As recently as three months ago, Gallup noted, 52 percent of Americans considered Russia a friend of the U.S., but when Gallup asked this week whether Russia was friend or foe, the number of respondents who replied friend had dropped to 44 percent, with 50 percent saying they saw Russia as an unfriendly nation or enemy of the U.S.

Americans' opinions of Putin are declining as well, with 19 percent having a favorable view of the Russian president and 54 percent seeing him in an unfavorable light, Gallup said.

"During his first term as Russian president, Americans were on balance positive toward him," the polling agency wrote, although the figures published by Gallup show that when a poll was taken in 2002, as many Americans who had a favorable view of Putin — 41 percent — did not know who he was or had no opinion of him at all.

Americans' views of Russia have soured after a series of recent events that have pitted Russia directly against the U.S. — such as how to deal with the use of chemical weapons in Syria or Russia's granting U.S. intelligence leaker Edward Snowden temporary asylum — and sometimes clashed with Americans' values of equal rights, such as the passage of a controversial Russian law banning the promotion of "nontraditional" relationships to minors, Gallup said.

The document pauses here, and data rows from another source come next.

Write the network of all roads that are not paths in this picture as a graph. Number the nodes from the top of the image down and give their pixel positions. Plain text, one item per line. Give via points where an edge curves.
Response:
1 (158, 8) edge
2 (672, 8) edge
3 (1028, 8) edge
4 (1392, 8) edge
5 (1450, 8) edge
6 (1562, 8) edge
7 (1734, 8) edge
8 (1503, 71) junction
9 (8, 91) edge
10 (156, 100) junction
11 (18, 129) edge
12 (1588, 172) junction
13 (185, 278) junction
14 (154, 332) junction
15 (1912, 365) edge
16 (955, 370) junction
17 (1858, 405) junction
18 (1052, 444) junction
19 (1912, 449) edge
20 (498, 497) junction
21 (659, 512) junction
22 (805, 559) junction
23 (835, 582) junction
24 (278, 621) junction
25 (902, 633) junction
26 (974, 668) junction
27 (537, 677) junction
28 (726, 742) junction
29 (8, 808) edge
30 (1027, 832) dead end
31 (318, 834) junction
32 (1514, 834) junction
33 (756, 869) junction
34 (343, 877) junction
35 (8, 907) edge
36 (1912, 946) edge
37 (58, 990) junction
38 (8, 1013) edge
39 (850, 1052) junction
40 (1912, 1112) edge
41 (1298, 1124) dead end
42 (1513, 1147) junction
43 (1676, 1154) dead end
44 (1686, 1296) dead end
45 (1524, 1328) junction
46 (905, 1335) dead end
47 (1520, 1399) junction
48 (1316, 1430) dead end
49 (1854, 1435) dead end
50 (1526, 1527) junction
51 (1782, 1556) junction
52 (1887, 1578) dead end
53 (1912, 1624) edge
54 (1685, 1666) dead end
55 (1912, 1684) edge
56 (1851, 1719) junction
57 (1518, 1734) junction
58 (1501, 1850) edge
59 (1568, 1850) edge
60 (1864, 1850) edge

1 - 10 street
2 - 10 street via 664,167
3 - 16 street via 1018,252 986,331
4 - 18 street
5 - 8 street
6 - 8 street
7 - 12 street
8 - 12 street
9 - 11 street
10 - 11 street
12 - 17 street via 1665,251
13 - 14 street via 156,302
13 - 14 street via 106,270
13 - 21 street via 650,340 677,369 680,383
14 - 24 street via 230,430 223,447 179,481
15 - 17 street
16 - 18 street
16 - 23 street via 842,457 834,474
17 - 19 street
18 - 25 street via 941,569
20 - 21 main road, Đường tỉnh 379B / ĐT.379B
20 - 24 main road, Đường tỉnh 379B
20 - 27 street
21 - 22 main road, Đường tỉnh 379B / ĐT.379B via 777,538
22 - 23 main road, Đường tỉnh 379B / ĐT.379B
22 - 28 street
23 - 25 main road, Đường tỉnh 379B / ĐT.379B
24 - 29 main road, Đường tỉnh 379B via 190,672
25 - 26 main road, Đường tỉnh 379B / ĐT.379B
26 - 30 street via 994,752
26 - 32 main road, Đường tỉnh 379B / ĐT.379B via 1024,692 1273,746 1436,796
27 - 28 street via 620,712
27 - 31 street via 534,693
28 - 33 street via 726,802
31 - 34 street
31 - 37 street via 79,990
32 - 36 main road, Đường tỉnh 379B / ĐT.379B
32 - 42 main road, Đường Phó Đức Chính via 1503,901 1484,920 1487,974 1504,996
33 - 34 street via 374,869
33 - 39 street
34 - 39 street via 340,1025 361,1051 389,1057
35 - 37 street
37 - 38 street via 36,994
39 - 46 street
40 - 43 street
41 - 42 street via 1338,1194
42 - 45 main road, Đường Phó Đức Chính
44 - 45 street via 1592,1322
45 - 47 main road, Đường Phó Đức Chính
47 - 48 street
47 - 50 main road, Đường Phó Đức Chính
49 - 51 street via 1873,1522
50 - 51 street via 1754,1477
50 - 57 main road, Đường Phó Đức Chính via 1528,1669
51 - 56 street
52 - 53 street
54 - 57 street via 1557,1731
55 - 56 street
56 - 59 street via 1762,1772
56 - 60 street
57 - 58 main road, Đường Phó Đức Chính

The Sept. 15 to 16 survey, which had a margin of sampling error of 4 percent, found that 64 percent of Americans who knew that Russia had granted asylum to Snowden disapproved of the move and that 69 percent who were aware that Russia recently passed a "gay propaganda" law disliked Russia's policies toward gays and lesbians.

Putin himself apparently did nothing to win over the American public to his side when he questioned the idea of American "exceptionalism" in a New York Times op-ed last week, the polling agency wrote.

But while Americans' views of Putin and Russia have soured, 72 percent of those polled back the Russian proposal, agreed on by Washington and Moscow, to avert U.S. military strikes on Syria for the time being by getting Damascus to agree on surrendering its chemical weapons to international monitors.

Half of Americans also said Putin's involvement in getting the plan off the ground was mostly helpful to U.S. interests, while 36 percent said it was harmful. Only 18 percent said they disapproved of the plan.

Gallup concluded from its poll numbers that "matters such as the Snowden asylum case and Russian policy toward gays and lesbians may weigh more heavily on Americans' minds than Russia's recent role in the negotiations on Syria," and that "Russia's more aggressive posture on the world stage in recent months has not gone over well with Americans."

It also predicted that Russia would continue to "influence worldwide debate for the foreseeable future," partly because it is hosting the Winter Olympics in Sochi next year.